# Work task
If a line of the records contains the string "dead", copy it out.

·····

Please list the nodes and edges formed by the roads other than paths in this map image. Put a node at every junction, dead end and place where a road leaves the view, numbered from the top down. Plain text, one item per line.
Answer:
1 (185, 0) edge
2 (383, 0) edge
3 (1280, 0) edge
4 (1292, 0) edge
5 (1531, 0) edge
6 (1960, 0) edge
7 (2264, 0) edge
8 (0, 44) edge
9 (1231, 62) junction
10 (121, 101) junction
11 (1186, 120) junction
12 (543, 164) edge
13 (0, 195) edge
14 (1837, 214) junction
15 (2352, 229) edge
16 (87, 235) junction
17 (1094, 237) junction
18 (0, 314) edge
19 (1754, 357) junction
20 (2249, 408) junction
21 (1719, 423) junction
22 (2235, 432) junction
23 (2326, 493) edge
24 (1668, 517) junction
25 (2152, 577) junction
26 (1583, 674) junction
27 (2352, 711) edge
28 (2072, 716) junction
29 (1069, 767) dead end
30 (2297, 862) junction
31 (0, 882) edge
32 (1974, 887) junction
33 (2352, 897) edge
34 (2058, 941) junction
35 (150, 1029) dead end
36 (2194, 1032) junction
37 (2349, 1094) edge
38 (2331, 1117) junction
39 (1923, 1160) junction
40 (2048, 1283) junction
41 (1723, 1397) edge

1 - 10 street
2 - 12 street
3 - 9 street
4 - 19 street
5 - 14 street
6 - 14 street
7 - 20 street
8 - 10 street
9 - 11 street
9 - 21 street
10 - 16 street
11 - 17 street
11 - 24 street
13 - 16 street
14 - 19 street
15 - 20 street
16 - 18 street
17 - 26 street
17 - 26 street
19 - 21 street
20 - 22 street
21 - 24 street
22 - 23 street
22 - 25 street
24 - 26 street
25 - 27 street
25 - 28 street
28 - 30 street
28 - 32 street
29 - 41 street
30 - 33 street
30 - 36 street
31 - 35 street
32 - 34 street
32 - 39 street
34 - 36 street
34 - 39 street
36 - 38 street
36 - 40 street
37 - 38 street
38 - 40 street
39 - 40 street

·····

# Solution to the problem
Please list the nodes and edges formed by the roads other than paths in this map image. Put a node at every junction, dead end and place where a road leaves the view, numbered from the top down. Plain text, one item per line.
29 (1069, 767) dead end
35 (150, 1029) dead end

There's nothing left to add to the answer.